#### Exercise directions:
Once the pictures have been removed, repeat the remainder of the records exactly.

#### Records shown:
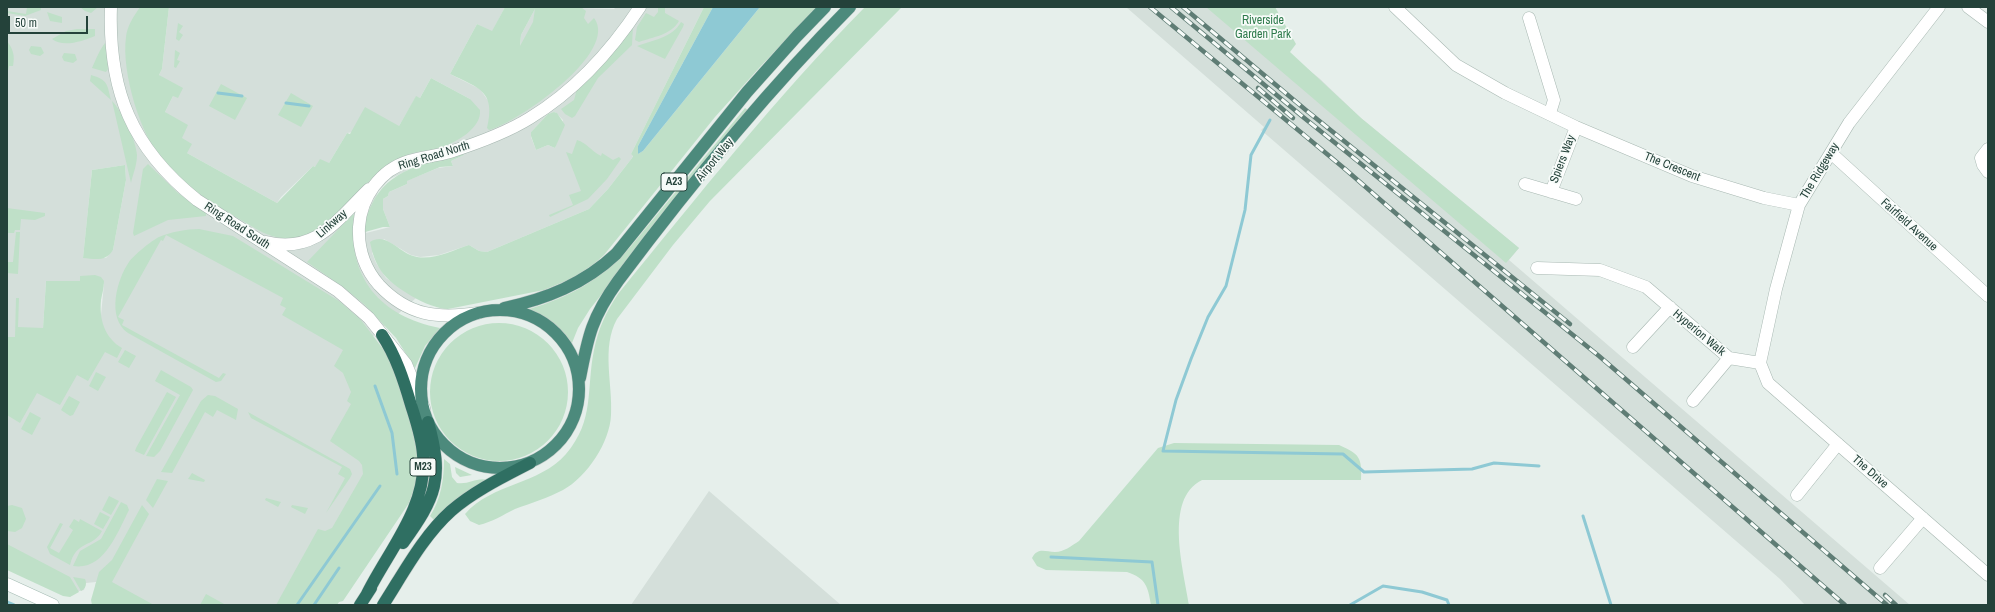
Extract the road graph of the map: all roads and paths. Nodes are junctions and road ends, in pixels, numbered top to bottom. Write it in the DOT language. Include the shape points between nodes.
graph roads {
  1 [pos="111,7"];
  2 [pos="640,7"];
  3 [pos="825,7"];
  4 [pos="850,7"];
  5 [pos="1395,7"];
  6 [pos="1939,7"];
  7 [pos="1968,7"];
  8 [pos="1529,18"];
  9 [pos="1988,22"];
  10 [pos="1550,113"];
  11 [pos="1576,127"];
  12 [pos="1988,149"];
  13 [pos="1831,153"];
  14 [pos="1988,172"];
  15 [pos="1525,184"];
  16 [pos="372,186"];
  17 [pos="1551,192"];
  18 [pos="1576,199"];
  19 [pos="1799,205"];
  20 [pos="259,241"];
  21 [pos="1537,268"];
  22 [pos="1988,296"];
  23 [pos="1670,307"];
  24 [pos="491,310"];
  25 [pos="478,313"];
  26 [pos="382,335"];
  27 [pos="1633,347"];
  28 [pos="1729,358"];
  29 [pos="1760,363"];
  30 [pos="578,394"];
  31 [pos="1693,401"];
  32 [pos="424,408"];
  33 [pos="428,422"];
  34 [pos="1838,444"];
  35 [pos="530,463"];
  36 [pos="1797,495"];
  37 [pos="1923,518"];
  38 [pos="1880,568"];
  39 [pos="1988,575"];
  40 [pos="7,584"];
  41 [pos="367,594"];
  42 [pos="53,605"];
  43 [pos="360,605"];
  44 [pos="382,605"];
  1 -- 20 [label="street, Ring Road South" via="113,50 119,88 129,118 141,141 181,187"];
  2 -- 16 [label="street, Ring Road North" via="624,31 590,71 532,117 475,143 404,163 387,172"];
  3 -- 24 [label="highway, Airport Way / A23" via="747,92 631,237 608,261 592,274 562,291"];
  4 -- 30 [label="highway, Airport Way / A23" via="817,40 752,114 610,291 590,330"];
  5 -- 10 [label="street, The Crescent" via="1456,65 1505,93"];
  6 -- 13 [label="street, The Ridgeway" via="1849,123"];
  7 -- 9 [label="street"];
  8 -- 10 [label="street" via="1554,100"];
  10 -- 11 [label="street, The Crescent"];
  11 -- 17 [label="street, Spiers Way"];
  11 -- 19 [label="street, The Crescent" via="1692,176 1764,198"];
  12 -- 14 [label="street" via="1983,154 1982,162"];
  13 -- 19 [label="street, The Ridgeway"];
  13 -- 22 [label="street, Fairfield Avenue"];
  15 -- 17 [label="street, Spiers Way"];
  16 -- 20 [label="street, Linkway" via="317,238 290,245"];
  16 -- 25 [label="street, Ring Road North" via="363,208 359,235 364,264 374,280 397,300 420,312 446,317"];
  17 -- 18 [label="street, Spiers Way"];
  19 -- 29 [label="street, The Ridgeway" via="1776,289"];
  20 -- 26 [label="street, Ring Road South" via="344,295 365,314"];
  21 -- 23 [label="street, Hyperion Walk" via="1600,270 1646,287"];
  23 -- 27 [label="street, Hyperion Walk"];
  23 -- 28 [label="street, Hyperion Walk"];
  24 -- 25 [label="highway, Airport Way"];
  24 -- 30 [label="highway" via="511,311 528,316 556,334 573,359"];
  25 -- 32 [label="highway, Airport Way" via="450,328 428,354 421,378"];
  26 -- 32 [label="street, Ring Road South" via="409,369"];
  26 -- 41 [label="highway, M23" via="393,355 408,395 422,445 424,467 420,491 412,513"];
  28 -- 29 [label="street, Hyperion Walk"];
  28 -- 31 [label="street, Hyperion Walk"];
  29 -- 34 [label="street, The Drive" via="1768,382"];
  30 -- 35 [label="highway, Airport Way" via="575,414 567,433 549,451"];
  32 -- 33 [label="highway, Airport Way"];
  33 -- 35 [label="highway, Airport Way" via="449,450 479,466 505,469"];
  33 -- 41 [label="highway, M23" via="437,462 433,495 421,519"];
  34 -- 36 [label="street"];
  34 -- 37 [label="street, The Drive"];
  35 -- 44 [label="highway" via="478,492 450,512 427,540"];
  37 -- 38 [label="street"];
  37 -- 39 [label="street, The Drive"];
  40 -- 42 [label="street"];
  41 -- 43 [label="highway, M23"];
}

#### Reply to the exercise:
Extract the road graph of the map: all roads and paths. Nodes are junctions and road ends, in pixels, numbered top to bottom. Write it in the DOT language. Include the shape points between nodes.
graph roads {
  1 [pos="111,7"];
  2 [pos="640,7"];
  3 [pos="825,7"];
  4 [pos="850,7"];
  5 [pos="1395,7"];
  6 [pos="1939,7"];
  7 [pos="1968,7"];
  8 [pos="1529,18"];
  9 [pos="1988,22"];
  10 [pos="1550,113"];
  11 [pos="1576,127"];
  12 [pos="1988,149"];
  13 [pos="1831,153"];
  14 [pos="1988,172"];
  15 [pos="1525,184"];
  16 [pos="372,186"];
  17 [pos="1551,192"];
  18 [pos="1576,199"];
  19 [pos="1799,205"];
  20 [pos="259,241"];
  21 [pos="1537,268"];
  22 [pos="1988,296"];
  23 [pos="1670,307"];
  24 [pos="491,310"];
  25 [pos="478,313"];
  26 [pos="382,335"];
  27 [pos="1633,347"];
  28 [pos="1729,358"];
  29 [pos="1760,363"];
  30 [pos="578,394"];
  31 [pos="1693,401"];
  32 [pos="424,408"];
  33 [pos="428,422"];
  34 [pos="1838,444"];
  35 [pos="530,463"];
  36 [pos="1797,495"];
  37 [pos="1923,518"];
  38 [pos="1880,568"];
  39 [pos="1988,575"];
  40 [pos="7,584"];
  41 [pos="367,594"];
  42 [pos="53,605"];
  43 [pos="360,605"];
  44 [pos="382,605"];
  1 -- 20 [label="street, Ring Road South" via="113,50 119,88 129,118 141,141 181,187"];
  2 -- 16 [label="street, Ring Road North" via="624,31 590,71 532,117 475,143 404,163 387,172"];
  3 -- 24 [label="highway, Airport Way / A23" via="747,92 631,237 608,261 592,274 562,291"];
  4 -- 30 [label="highway, Airport Way / A23" via="817,40 752,114 610,291 590,330"];
  5 -- 10 [label="street, The Crescent" via="1456,65 1505,93"];
  6 -- 13 [label="street, The Ridgeway" via="1849,123"];
  7 -- 9 [label="street"];
  8 -- 10 [label="street" via="1554,100"];
  10 -- 11 [label="street, The Crescent"];
  11 -- 17 [label="street, Spiers Way"];
  11 -- 19 [label="street, The Crescent" via="1692,176 1764,198"];
  12 -- 14 [label="street" via="1983,154 1982,162"];
  13 -- 19 [label="street, The Ridgeway"];
  13 -- 22 [label="street, Fairfield Avenue"];
  15 -- 17 [label="street, Spiers Way"];
  16 -- 20 [label="street, Linkway" via="317,238 290,245"];
  16 -- 25 [label="street, Ring Road North" via="363,208 359,235 364,264 374,280 397,300 420,312 446,317"];
  17 -- 18 [label="street, Spiers Way"];
  19 -- 29 [label="street, The Ridgeway" via="1776,289"];
  20 -- 26 [label="street, Ring Road South" via="344,295 365,314"];
  21 -- 23 [label="street, Hyperion Walk" via="1600,270 1646,287"];
  23 -- 27 [label="street, Hyperion Walk"];
  23 -- 28 [label="street, Hyperion Walk"];
  24 -- 25 [label="highway, Airport Way"];
  24 -- 30 [label="highway" via="511,311 528,316 556,334 573,359"];
  25 -- 32 [label="highway, Airport Way" via="450,328 428,354 421,378"];
  26 -- 32 [label="street, Ring Road South" via="409,369"];
  26 -- 41 [label="highway, M23" via="393,355 408,395 422,445 424,467 420,491 412,513"];
  28 -- 29 [label="street, Hyperion Walk"];
  28 -- 31 [label="street, Hyperion Walk"];
  29 -- 34 [label="street, The Drive" via="1768,382"];
  30 -- 35 [label="highway, Airport Way" via="575,414 567,433 549,451"];
  32 -- 33 [label="highway, Airport Way"];
  33 -- 35 [label="highway, Airport Way" via="449,450 479,466 505,469"];
  33 -- 41 [label="highway, M23" via="437,462 433,495 421,519"];
  34 -- 36 [label="street"];
  34 -- 37 [label="street, The Drive"];
  35 -- 44 [label="highway" via="478,492 450,512 427,540"];
  37 -- 38 [label="street"];
  37 -- 39 [label="street, The Drive"];
  40 -- 42 [label="street"];
  41 -- 43 [label="highway, M23"];
}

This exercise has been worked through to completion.